Ketiga, sebagian jamaah haji langsung pergi ke Madinah begitu tiba di Kerajaan Arab Saudi, tanpa memulai berihram, kemudian memakai pakaian ihram dari Madinah setelah itu sebelum pergi ke Makkah. Mohon Anda berkenan memberi bimbingan; apakah hal ini dibolehkan?
Keempat, karena itu saya akan sangat berterimakasih jika Anda sudi memberikan jawaban yang mendasar dan dalil-dalil penguatnya yang diambil dari Alquran untuk pertanyaan-pertanyaan tersebut, hingga saya dapat menyampaikannya kepada pihak urusan agama Islam di Singapura dan menjelaskan tentang tafsir-tafsir yang salah -jika memang terdapat penafsiran yang salah-.
Jawaban Anda saya tunggu secepatnya, teriring salam hormat.
Pertama, syariat yang suci telah menetapkan miqat-miqat makani. Diriwayatkan bahwa Nabi Shallallahu `Alaihi wa Sallam telah menetapkan miqat-miqat untuk seluruh penjuru. Disebutkan dalam Shahih Bukhari, dari Ibnu Abbas radhiyallahu `anhuma, dia berkata,
وقت رسول الله صلى الله عليه وسلم لأهل المدينة ذا الحليفة، ولأهل الشام الجحفة، ولأهل نجد قرن المنازل، ولأهل اليمن يلملم، هن لهن ولمن أتى عليهن من غير أهلهن ممن أراد الحج والعمرة، ومن كان دون ذلك فمن حيث أنشأ، حتى أهل مكة من مكة
“Rasulullah Shallallahu `Alaihi wa Sallam telah menetapkan Dzulhulaifah sebagai miqat bagi penduduk Madinah, Juhfah sebagai miqat bagi penduduk Syam, Qarnulmanazil sebagai miqat bagi penduduk Najd, dan Yalamlam sebagai miqat bagi penduduk Yaman. Miqat-miqat tersebut adalah miqat bagi penduduknya dan bagi orang yang bukan penduduknya yang melewatinya karena ingin melakukan haji dan umrah. Dan barangsiapa tinggal di kawasan yang lebih dekat (ke Tanah Haram) dari miqat-miqat tersebut, maka dia berihram dari tempatnya, hingga penduduk Makkah pun berihram dari Makkah).”

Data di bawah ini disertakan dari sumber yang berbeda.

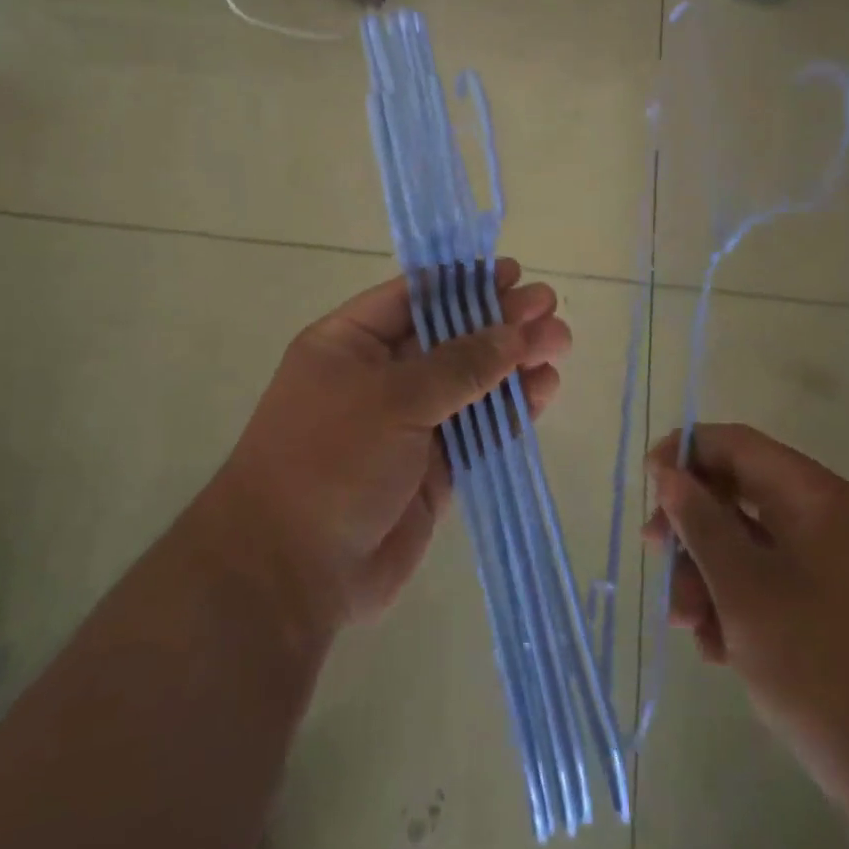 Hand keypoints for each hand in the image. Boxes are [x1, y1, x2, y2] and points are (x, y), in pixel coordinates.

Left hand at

Tempat-tempat ibadah haji ini merupakan perkara tauqifiyyah (yang ditentukan syariat), karena itu orang yang melewatinya karena ingin menunaikan haji dan umrah wajib berihram dari miqat tersebut. Jika dia melewatinya tanpa berihram, maka sebelum berihram dia wajib kembali ke tempat tersebut untuk melakukan ihram dari tempat tersebut. Namun jika dia tidak kembali ke miqat, maka dia wajib menyembelih dam untuk memperbaiki manasiknya.
Kedua, jarak antara Tanah Haram dengan tempat ihram tidaklah menjadi patokan, karena tempat-tempat ihram telah ditentukan oleh syariat, sebagaimana telah dijelaskan dalam jawaban pertama.
Ketiga, jika masalahnya adalah bahwa rute udara mereka tidak melewati miqat saat datang ke Tanah Haram untuk menunaikan haji atau umrah, maka mereka berihram ketika posisinya sejajar dengan miqat negeri mereka. Karena kesejajaran tempat dengan miqat dihukumi sama dengan miqat.
Keempat, niat melaksanakan haji dan umrah tidak hanya dengan melafalkannya, akan tetapi yang menjadi patokan adalah kemauan dan kehendak yang terdapat di dalam hati. Apabila seseorang datang ke Tanah Haram untuk berhaji dan umrah karena bermaksud melaksanakannya, maka dia harus berihram dari miqat yang telah ditetapkan oleh syariat. Jika dia melewatinya tanpa berihram maka dia wajib membayar dam untuk memperbaiki manasiknya.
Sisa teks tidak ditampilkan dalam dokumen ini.